The respondents’ expert valuation was nonetheless erroneous and inconsistent so far as it used the existing use value of the house, having regard to comparables, but not the existing use value of the land. The respondents’ valuation simply deducted the existing use value of the house from the sale price and treated the balance as the value of the bare land. That was incorrect since the relative values of the portions had to be based on their individual market values, ignoring development value, at the date of sale: Bostock v Totham (HMIT) [1997] STC 764; [1997] PLSCS 80 considered. There was a house with a value of £170,000, ignoring development prospects. The remainder of the appeal site was bare land with dilapidated industrial buildings, and its existing use value, disregarding any development potential, had also to be assessed. In accordance with the VOA manual, it was first necessary to find the constituent values of the parts and, if these did not equal the whole value, namely the open-market value or sale price, then marriage value should be allowed for using the formula set out in the manual.

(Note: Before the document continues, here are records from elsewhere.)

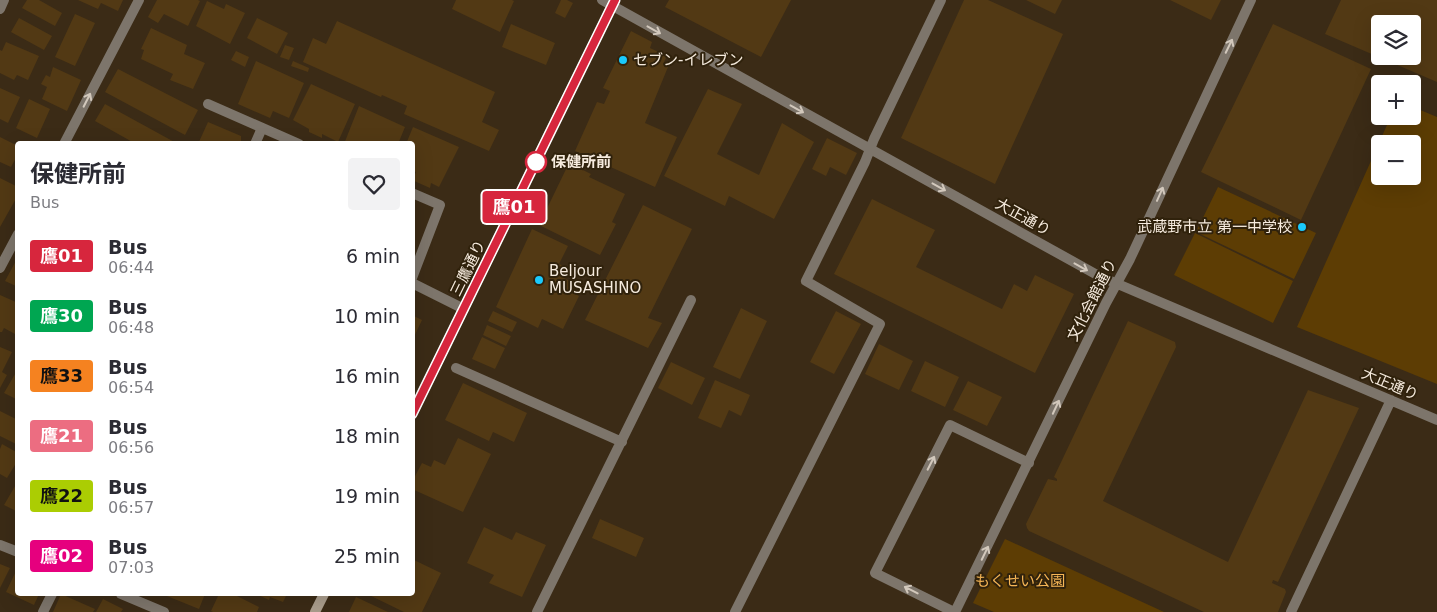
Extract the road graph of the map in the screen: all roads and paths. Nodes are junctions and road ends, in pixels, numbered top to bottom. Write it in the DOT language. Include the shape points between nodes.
graph roads {
  1 [pos="4,0"];
  2 [pos="139,0"];
  3 [pos="602,0"];
  4 [pos="941,0"];
  5 [pos="1251,0"];
  6 [pos="614,3"];
  7 [pos="0,9"];
  8 [pos="208,104"];
  9 [pos="262,128"];
  10 [pos="66,141"];
  11 [pos="256,141"];
  12 [pos="292,141"];
  13 [pos="870,149"];
  14 [pos="415,194"];
  15 [pos="15,240"];
  16 [pos="0,268"];
  17 [pos="415,270"];
  18 [pos="415,284"];
  19 [pos="1115,284"];
  20 [pos="691,300"];
  21 [pos="464,309"];
  22 [pos="456,368"];
  23 [pos="1391,400"];
  24 [pos="415,408"];
  25 [pos="1437,420"];
  26 [pos="622,442"];
  27 [pos="1029,463"];
  28 [pos="0,545"];
  29 [pos="15,551"];
  30 [pos="51,596"];
  31 [pos="126,596"];
  32 [pos="323,596"];
  33 [pos="43,612"];
  34 [pos="164,612"];
  35 [pos="315,612"];
  36 [pos="537,612"];
  37 [pos="735,612"];
  38 [pos="955,612"];
  39 [pos="1291,612"];
  1 -- 7 [label="street"];
  10 -- 2 [label="street, one-way"];
  3 -- 6 [label="street, 大正通り"];
  4 -- 13 [label="street"];
  19 -- 5 [label="street, 文化会館通り, one-way" via="1130,259"];
  6 -- 13 [label="street, 大正通り, one-way"];
  6 -- 21 [label="main road, 三鷹通り"];
  8 -- 9 [label="street"];
  9 -- 11 [label="street"];
  9 -- 12 [label="street"];
  13 -- 19 [label="street, 大正通り, one-way"];
  13 -- 37 [label="street" via="806,281 880,324"];
  14 -- 17 [label="street" via="440,205"];
  15 -- 16 [label="street"];
  18 -- 21 [label="street"];
  19 -- 23 [label="street, 大正通り"];
  27 -- 19 [label="street, 文化会館通り, one-way"];
  20 -- 26 [label="street"];
  21 -- 24 [label="main road, 三鷹通り"];
  22 -- 26 [label="street"];
  23 -- 25 [label="street, 大正通り"];
  23 -- 39 [label="street"];
  26 -- 36 [label="street"];
  38 -- 27 [label="street, 文化会館通り, one-way"];
  38 -- 27 [label="street, one-way" via="875,573 950,425"];
  28 -- 29 [label="street"];
  30 -- 33 [label="street"];
  31 -- 34 [label="street"];
  32 -- 35 [label="main road"];
}
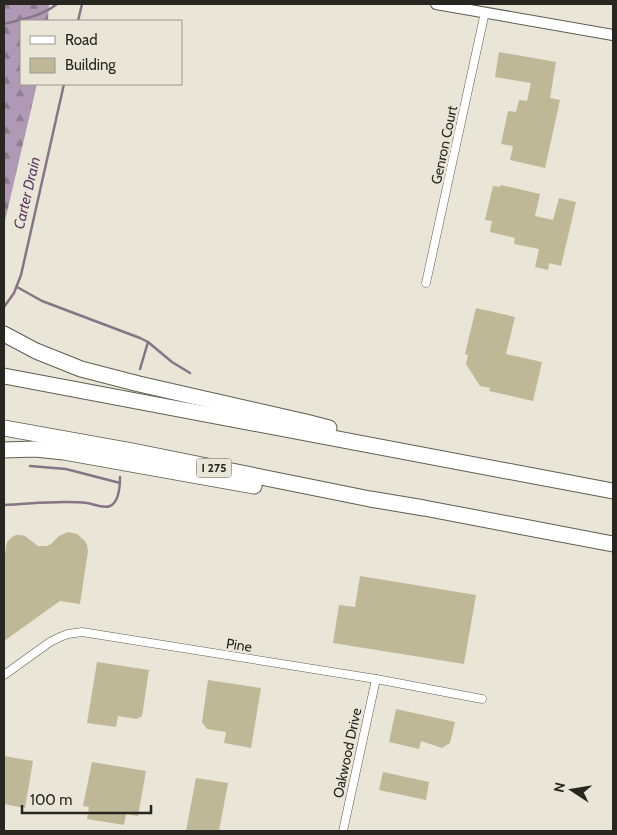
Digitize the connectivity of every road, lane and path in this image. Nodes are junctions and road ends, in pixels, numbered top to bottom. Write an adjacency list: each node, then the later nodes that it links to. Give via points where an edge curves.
1 (436, 4): 2 (street)
2 (485, 12): 3 (street); 4 (street, Genron Court)
3 (613, 35)
4 (426, 283)
5 (4, 334): 8 (highway, via 81,369 306,422 335,430)
6 (4, 376): 8 (highway)
7 (4, 428): 11 (highway, I 275)
8 (354, 442): 10 (highway)
9 (4, 450): 11 (highway, via 64,452 267,489 320,497)
10 (613, 491)
11 (370, 499): 12 (highway, I 275)
12 (613, 544)
13 (4, 675): 14 (street, Pine, via 60,637 82,632)
14 (376, 679): 15 (street, Pine); 16 (street, Oakwood Drive)
15 (482, 699)
16 (342, 831)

In the absence of evidence from the parties on the existing use value of the commercial land, it was necessary to reach a valuation figure from the description of the land and the rateable values and sizes of the derelict buildings on it, and from the evidence as to the £170,000 value of the house. Taking those matters into account, the existing use value of the land could not have been more than £209,210 at the date of disposal. Adopting the formula in the VOA manual (see section 8.6.1), the figure to be apportioned to the house could not be less than the sum of £325,000 for which the appellants contended. Although that formula was less than satisfactory, a similar result was obtained by applying a conventional marriage value calculation, in which, assuming that each party could not realise their share in the development value of their combined interests without co-operating, the marriage value was normally split equally between the parties.
It followed that a just and reasonable apportionment of the proceeds of sale, for the purposes of applying section 222 of the 1992 Act, was £325,000 for the house and £400,000 for the commercial land.
The appellants did not appear and were not represented; Isabella Tafur (instructed by the legal department of HM Revenue and Customs) appeared for the respondents.